Hmmm ... $p=q=2$ is not working, since $4+8 = 12 \neq \square$. If wlog $p=2$, $q>2$, then $q^3 = x^2 - 4 = (x-2)(x+2)$, with clearly $\gcd(x-2,x+2)=1$ (since $x$ odd). But then we need $x-2=1$, so $q^3 = 5$, absurd. So both $p,q$ are odd, and then $\gcd(x-p,x+p)=1$ or $p$. If the former, then we need $x-p=1$, so $q^3 = 2p+1$, and similarly $p^3 = 2q+1$, but wlog $p\leq q$, so $q^3 \leq 2q+1$, impossible. If the latter, then $q=p$ and $x=kp$, and so $p^3 = p^2(k-1)(k+1)$, hence $k=2$ and so $\boxed{p=q=3}$, and indeed $9+27 = 36=6^2$.

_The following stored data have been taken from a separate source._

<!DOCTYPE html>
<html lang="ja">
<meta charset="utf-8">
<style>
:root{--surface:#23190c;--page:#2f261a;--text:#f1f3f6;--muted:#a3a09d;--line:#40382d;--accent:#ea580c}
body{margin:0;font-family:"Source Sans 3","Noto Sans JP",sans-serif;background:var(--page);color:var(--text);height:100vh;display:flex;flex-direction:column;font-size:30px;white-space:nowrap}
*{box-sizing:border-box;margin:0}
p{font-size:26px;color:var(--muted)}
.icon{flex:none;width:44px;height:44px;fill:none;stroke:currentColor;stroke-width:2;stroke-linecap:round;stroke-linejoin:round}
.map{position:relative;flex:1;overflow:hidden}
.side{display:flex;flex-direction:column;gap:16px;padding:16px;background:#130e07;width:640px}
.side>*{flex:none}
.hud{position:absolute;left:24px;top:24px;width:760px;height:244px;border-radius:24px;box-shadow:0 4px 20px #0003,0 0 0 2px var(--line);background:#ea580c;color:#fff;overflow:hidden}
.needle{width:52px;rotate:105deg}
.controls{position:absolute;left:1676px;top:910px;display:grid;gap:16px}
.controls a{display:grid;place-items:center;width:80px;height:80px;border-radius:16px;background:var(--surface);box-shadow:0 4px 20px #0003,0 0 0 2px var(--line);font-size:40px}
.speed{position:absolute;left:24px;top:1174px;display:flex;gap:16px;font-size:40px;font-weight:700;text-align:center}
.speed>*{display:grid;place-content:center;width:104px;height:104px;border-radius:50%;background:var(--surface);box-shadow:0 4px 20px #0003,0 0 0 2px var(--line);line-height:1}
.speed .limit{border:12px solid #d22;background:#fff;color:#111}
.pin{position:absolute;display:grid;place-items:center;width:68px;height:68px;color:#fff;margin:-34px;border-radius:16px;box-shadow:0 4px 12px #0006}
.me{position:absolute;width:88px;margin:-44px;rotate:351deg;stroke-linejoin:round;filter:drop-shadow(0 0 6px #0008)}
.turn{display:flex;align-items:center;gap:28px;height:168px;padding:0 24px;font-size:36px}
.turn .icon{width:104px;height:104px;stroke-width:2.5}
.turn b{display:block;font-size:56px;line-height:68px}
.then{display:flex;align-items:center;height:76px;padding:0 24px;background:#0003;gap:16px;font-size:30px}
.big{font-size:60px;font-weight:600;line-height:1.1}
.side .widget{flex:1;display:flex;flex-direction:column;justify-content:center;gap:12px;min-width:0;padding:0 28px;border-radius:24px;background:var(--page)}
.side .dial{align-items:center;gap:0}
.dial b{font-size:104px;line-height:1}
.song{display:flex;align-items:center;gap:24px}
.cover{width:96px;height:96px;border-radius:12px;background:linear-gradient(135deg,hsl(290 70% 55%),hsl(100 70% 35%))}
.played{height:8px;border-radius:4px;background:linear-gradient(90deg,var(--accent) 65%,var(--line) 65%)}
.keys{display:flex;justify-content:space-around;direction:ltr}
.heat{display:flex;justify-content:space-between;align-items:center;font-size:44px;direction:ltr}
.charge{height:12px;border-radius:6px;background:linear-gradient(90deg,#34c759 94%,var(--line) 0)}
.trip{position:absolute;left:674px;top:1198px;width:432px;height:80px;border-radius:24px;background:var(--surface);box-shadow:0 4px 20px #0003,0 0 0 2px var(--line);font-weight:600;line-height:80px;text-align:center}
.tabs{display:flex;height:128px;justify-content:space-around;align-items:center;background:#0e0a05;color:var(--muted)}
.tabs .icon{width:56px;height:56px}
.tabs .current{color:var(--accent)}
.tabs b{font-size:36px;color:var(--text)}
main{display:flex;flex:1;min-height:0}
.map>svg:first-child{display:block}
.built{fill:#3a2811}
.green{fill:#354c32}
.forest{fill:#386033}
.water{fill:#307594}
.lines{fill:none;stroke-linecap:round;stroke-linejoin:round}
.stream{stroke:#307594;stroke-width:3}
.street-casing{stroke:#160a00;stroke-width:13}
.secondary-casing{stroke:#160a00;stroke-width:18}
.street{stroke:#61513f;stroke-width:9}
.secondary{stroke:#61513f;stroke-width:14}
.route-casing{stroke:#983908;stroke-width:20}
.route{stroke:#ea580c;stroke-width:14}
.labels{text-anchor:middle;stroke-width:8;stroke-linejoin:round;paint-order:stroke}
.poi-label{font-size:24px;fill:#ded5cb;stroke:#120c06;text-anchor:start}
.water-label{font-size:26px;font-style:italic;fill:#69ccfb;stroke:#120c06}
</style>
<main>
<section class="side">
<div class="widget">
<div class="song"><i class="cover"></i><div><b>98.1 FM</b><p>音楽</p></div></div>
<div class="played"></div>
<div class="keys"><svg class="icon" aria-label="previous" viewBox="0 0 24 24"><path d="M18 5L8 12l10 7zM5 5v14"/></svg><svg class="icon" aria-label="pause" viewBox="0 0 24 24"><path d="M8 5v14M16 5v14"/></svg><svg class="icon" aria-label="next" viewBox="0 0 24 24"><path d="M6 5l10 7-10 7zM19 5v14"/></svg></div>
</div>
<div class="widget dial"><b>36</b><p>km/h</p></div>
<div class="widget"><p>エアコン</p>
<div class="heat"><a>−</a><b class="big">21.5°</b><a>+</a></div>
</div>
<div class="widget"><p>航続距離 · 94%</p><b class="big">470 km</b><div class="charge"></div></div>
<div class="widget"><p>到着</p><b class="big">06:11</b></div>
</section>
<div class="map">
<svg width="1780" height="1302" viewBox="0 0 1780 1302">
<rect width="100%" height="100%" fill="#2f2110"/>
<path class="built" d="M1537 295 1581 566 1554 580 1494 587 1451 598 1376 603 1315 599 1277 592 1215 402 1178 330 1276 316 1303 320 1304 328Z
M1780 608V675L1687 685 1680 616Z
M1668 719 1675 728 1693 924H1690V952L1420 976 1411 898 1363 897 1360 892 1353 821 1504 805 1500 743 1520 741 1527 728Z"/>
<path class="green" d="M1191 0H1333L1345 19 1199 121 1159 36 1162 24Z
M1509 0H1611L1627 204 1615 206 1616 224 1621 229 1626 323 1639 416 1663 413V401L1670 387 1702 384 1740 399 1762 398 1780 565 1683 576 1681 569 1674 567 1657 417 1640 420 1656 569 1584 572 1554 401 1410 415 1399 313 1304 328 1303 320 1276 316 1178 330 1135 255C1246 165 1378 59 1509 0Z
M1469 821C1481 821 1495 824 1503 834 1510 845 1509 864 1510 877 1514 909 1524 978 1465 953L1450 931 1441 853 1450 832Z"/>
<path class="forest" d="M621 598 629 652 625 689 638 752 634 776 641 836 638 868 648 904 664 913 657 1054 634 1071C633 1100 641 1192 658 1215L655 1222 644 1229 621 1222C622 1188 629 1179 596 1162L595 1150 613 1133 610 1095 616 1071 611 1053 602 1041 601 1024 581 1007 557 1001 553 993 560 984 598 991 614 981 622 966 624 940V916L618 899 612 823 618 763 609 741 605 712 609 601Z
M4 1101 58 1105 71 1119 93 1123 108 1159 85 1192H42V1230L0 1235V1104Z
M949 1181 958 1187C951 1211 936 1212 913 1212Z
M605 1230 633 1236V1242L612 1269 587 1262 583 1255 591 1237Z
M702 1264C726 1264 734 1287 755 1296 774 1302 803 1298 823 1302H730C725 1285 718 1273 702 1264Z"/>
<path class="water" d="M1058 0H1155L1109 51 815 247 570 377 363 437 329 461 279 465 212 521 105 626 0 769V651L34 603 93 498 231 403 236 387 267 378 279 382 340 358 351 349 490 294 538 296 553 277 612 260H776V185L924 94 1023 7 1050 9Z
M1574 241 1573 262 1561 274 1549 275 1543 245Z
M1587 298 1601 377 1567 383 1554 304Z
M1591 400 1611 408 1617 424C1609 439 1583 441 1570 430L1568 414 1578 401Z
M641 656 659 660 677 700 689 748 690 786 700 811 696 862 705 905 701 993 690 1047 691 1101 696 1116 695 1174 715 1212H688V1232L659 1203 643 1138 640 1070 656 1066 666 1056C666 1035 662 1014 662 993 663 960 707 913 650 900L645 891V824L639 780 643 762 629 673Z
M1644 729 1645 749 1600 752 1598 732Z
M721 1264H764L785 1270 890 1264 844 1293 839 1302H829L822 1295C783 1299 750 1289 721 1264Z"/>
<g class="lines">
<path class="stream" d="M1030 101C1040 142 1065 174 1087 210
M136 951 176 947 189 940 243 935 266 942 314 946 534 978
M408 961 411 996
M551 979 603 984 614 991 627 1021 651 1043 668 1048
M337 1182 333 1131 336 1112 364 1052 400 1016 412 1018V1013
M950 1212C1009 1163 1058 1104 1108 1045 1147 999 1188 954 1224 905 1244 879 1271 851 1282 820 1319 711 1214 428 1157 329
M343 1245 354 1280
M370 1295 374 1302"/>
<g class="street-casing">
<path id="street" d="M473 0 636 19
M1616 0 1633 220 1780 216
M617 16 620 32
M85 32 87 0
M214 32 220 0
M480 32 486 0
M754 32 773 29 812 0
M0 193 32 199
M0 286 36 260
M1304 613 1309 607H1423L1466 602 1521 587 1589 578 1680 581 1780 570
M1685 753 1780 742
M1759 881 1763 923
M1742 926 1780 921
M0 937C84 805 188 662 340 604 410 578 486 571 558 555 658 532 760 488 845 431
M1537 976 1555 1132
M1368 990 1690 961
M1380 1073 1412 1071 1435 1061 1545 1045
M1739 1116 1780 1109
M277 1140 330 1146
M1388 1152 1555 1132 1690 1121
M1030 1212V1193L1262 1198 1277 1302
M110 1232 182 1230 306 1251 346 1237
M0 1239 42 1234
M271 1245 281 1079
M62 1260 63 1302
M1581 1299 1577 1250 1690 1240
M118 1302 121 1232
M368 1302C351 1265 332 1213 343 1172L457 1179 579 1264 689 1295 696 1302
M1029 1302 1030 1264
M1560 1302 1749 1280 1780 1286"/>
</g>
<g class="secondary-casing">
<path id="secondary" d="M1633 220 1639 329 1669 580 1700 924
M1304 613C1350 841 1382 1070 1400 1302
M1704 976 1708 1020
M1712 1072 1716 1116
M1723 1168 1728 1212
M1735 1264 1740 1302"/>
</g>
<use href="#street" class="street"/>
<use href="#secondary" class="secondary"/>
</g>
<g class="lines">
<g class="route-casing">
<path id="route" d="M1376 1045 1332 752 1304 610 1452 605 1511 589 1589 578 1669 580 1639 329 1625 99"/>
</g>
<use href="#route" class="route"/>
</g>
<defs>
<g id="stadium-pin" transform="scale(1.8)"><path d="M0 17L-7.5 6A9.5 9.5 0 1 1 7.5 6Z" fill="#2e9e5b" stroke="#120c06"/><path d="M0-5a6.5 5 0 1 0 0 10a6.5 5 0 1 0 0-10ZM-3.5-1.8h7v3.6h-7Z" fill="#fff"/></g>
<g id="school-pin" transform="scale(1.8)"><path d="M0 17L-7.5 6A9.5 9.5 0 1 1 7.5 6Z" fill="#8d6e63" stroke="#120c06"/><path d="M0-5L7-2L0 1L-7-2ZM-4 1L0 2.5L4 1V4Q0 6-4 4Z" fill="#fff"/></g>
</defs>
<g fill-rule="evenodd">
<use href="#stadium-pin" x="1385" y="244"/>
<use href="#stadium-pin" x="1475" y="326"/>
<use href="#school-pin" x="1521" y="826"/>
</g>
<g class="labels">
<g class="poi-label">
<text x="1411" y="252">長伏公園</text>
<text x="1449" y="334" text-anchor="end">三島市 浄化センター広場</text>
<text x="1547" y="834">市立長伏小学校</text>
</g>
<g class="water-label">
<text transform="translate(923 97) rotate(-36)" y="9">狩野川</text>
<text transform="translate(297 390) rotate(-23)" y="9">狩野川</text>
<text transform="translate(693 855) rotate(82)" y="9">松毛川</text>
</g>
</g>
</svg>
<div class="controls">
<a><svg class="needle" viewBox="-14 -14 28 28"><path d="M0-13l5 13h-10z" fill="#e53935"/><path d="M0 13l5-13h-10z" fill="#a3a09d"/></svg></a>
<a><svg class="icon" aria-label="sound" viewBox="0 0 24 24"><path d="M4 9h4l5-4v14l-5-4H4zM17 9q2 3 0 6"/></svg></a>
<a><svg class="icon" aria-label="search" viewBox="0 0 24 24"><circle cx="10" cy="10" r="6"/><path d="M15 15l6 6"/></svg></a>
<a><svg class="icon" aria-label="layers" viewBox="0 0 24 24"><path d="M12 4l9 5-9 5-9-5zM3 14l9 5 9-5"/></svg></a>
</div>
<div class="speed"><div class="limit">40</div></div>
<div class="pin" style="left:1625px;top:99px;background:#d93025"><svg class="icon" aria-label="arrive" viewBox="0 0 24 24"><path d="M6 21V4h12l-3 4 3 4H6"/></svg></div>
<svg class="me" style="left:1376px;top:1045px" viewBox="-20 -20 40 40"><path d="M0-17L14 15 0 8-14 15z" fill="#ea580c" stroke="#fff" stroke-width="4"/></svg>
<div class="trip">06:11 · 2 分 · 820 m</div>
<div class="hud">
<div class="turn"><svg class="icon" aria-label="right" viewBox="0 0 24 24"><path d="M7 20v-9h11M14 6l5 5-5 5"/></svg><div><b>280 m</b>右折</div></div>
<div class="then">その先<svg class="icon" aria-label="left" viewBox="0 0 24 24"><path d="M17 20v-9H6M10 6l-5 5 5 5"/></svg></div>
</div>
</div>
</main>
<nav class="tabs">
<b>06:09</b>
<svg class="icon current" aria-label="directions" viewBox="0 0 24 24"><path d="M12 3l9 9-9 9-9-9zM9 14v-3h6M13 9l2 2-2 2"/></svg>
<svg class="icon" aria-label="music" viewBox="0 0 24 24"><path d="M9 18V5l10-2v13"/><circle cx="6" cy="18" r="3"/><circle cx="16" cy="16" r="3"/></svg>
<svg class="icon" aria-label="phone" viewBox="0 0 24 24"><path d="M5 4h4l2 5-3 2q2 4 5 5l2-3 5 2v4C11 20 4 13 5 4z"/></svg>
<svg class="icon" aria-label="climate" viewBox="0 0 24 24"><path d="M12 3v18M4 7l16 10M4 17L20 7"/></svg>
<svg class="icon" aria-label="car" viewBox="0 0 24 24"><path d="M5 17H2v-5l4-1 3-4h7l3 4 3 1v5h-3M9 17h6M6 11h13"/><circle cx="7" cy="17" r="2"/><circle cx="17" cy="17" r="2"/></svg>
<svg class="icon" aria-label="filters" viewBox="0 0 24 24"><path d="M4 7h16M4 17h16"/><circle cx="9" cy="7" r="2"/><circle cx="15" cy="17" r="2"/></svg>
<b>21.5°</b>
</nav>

If $p = q$, then $p + 1 = {x^2}$, so $p = (x - 1)(x + 1) \Rightarrow x - 1 = 1$, and $p = 3$. If $p \ne q$, we can suppose$p < q$, so $q \geqslant 3$, ${p^2} + {q^3} = {a^2} \Rightarrow {q^3} = (a - p)(a + p)$, $(a - p,a + p) = (a + p,2p)$, $(2p,q) = 1$, so we have $a - p = 1$, $a + p = {q^3}$, hence $2p = {q^3} - 1 = (q - 1)({q^2} + q + 1) > 2q$, contradiction. So $(p,q) = (3,3)$ is the only solution.

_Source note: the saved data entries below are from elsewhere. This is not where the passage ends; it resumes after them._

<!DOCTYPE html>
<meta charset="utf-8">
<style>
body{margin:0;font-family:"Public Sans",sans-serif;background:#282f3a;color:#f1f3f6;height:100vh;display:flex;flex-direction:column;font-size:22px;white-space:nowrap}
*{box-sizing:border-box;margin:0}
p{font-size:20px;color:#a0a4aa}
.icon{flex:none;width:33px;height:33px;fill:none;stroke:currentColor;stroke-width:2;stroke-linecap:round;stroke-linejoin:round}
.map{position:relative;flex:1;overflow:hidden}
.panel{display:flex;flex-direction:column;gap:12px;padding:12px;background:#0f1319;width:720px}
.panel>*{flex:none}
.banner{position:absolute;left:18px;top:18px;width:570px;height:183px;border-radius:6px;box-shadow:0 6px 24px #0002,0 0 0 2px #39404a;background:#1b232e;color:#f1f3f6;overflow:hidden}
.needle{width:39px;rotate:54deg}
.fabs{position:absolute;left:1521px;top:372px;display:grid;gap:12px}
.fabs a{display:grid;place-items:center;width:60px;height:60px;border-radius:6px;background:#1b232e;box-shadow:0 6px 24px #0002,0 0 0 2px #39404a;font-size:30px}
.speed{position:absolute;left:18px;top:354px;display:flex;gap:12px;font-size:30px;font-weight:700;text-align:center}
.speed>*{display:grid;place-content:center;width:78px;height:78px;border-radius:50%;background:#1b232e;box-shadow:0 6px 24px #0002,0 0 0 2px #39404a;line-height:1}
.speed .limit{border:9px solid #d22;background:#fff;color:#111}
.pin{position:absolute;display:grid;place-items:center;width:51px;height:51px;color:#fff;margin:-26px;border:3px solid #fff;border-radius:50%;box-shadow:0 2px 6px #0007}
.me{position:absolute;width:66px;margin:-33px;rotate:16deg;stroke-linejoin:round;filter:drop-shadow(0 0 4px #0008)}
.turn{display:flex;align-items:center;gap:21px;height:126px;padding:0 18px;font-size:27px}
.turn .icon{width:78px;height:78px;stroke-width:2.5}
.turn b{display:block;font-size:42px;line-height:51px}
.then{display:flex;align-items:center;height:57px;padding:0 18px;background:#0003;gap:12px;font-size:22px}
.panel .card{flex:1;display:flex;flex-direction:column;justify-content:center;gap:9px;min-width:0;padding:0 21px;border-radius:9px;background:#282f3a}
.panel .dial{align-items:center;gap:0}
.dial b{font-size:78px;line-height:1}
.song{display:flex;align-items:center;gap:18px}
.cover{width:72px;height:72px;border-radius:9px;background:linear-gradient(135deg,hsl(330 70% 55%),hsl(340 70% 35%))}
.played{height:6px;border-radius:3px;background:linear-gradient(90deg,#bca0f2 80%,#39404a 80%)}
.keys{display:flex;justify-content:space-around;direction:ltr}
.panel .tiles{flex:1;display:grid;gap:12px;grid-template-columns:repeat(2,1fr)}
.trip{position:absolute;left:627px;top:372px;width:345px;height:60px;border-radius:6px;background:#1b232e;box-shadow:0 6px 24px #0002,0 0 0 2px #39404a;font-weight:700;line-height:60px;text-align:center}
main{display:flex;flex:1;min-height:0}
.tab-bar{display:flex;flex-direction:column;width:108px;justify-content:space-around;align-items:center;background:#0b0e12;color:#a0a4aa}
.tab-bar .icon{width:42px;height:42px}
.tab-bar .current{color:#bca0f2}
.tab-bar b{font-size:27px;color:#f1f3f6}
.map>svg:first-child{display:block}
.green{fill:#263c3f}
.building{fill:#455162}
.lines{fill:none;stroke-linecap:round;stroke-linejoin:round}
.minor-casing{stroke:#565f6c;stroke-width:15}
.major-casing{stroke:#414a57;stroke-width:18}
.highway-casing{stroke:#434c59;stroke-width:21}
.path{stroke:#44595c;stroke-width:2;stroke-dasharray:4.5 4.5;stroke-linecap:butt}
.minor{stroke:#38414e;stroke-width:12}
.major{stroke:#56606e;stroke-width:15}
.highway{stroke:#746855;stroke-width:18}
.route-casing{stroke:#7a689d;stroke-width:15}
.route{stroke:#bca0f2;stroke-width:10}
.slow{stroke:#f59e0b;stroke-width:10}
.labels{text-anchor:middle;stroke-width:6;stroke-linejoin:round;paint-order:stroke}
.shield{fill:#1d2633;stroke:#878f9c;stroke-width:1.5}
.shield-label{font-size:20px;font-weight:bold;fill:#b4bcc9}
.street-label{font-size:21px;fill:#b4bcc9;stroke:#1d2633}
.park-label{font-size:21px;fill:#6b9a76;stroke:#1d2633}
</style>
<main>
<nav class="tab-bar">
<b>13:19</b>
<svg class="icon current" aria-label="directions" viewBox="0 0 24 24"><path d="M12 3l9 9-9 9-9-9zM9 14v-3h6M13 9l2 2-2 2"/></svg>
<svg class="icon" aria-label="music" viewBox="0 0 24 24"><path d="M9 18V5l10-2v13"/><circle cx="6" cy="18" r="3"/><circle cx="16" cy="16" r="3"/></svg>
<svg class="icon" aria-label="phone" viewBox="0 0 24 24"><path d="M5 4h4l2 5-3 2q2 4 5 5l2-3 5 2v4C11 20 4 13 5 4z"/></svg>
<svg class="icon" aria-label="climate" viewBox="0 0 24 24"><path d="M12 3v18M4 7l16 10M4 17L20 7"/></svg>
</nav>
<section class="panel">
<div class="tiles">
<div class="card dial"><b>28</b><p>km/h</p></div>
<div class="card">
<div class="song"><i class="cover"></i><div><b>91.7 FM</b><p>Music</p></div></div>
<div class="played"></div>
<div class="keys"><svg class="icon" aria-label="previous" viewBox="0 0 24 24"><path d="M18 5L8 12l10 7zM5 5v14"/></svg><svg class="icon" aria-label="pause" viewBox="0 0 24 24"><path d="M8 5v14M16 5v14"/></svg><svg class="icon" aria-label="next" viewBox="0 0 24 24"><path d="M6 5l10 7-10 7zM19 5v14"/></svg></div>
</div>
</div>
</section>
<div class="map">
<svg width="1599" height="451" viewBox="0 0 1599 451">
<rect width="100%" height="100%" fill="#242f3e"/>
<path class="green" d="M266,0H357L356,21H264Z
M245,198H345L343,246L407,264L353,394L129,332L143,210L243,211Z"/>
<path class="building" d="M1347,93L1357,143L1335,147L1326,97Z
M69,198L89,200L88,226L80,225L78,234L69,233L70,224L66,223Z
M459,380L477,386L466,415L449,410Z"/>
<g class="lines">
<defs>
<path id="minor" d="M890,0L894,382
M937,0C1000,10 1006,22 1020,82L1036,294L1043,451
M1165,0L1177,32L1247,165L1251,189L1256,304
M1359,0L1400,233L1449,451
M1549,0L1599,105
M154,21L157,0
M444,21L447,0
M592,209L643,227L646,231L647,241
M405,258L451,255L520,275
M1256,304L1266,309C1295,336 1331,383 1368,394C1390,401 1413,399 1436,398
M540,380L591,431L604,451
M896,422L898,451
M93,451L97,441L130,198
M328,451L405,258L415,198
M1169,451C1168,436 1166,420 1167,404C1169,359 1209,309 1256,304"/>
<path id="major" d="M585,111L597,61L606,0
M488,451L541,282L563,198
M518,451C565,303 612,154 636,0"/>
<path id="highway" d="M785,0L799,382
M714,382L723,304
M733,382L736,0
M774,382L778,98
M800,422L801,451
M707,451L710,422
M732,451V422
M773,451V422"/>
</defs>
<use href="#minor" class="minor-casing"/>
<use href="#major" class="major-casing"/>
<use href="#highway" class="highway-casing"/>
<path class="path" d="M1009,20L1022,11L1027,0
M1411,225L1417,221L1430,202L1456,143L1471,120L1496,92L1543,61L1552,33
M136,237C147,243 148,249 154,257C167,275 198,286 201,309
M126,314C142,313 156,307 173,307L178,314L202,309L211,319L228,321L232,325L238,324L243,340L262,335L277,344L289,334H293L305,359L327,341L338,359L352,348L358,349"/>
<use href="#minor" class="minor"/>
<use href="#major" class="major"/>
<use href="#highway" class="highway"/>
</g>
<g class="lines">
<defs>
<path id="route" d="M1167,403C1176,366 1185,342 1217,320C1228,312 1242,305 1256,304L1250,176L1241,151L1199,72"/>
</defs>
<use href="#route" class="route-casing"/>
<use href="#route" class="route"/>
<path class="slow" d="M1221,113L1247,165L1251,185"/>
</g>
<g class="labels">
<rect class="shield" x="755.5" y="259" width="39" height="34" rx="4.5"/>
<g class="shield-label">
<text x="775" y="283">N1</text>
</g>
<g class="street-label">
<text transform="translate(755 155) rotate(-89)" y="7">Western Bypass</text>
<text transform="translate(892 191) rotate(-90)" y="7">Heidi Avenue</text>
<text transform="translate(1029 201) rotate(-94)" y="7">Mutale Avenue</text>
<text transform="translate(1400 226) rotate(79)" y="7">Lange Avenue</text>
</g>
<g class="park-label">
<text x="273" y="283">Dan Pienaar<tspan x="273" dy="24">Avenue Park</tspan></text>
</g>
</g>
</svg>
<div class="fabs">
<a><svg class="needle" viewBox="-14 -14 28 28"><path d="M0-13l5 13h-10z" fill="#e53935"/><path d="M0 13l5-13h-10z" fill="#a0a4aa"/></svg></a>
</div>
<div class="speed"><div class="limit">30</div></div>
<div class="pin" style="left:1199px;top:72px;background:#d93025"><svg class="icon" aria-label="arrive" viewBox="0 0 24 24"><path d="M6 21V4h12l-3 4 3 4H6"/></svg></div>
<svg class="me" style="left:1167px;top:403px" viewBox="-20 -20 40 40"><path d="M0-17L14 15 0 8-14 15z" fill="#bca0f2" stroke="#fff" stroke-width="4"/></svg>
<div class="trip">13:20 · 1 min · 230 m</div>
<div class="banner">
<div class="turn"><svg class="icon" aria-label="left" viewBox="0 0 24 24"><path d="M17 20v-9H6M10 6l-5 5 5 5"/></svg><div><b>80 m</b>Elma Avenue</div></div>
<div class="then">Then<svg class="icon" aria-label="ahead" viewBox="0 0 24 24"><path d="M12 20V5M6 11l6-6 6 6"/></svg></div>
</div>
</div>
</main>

We can get following equation. p＾2＋q＾3＝m＾2（m∈N） ∴（m＋p）（m－p）＝q＾3 So （m＋p,m－p）＝（q＾3,1）---①,（q＾2,q）---② Case ①：q＾3－p＝1＋p⇔2p＝q＾3－1 ∴q is odd and p＝（q－1）/2・（q＾2＋q＋1）.So （q－1）/2＝1⇔q＝3, and p＝13.But 3＾2＋13＾3＝2206＝2・1103 is not perfect square.This is contradiction. Case②：q＾2－p＝q＋p⇔p＝q（q－1）/2 q≧3 since p≧2.So （q－1）/2＝1⇔q＝3 and p＝3.We can easily confirmed p＝q＝3 is satisfied the conditions. By Case①,② the answer is （p,q）＝（3,3）.

Here is a funny alternative argument for the case $p \ne q$ where $p,q$ are odd: Clearly, the two conditions imply that $p$ is a quadratic residue modulo $q$ and $q$ is a quadratic residue modulo $p$. By quadratic reciprocity, this implies that at least one of $p,q$ is $1 \pmod{4}$. On the other hand, a consideration modulo $4$ shows immediately that $p,q \equiv 3 \pmod{4}$. Done.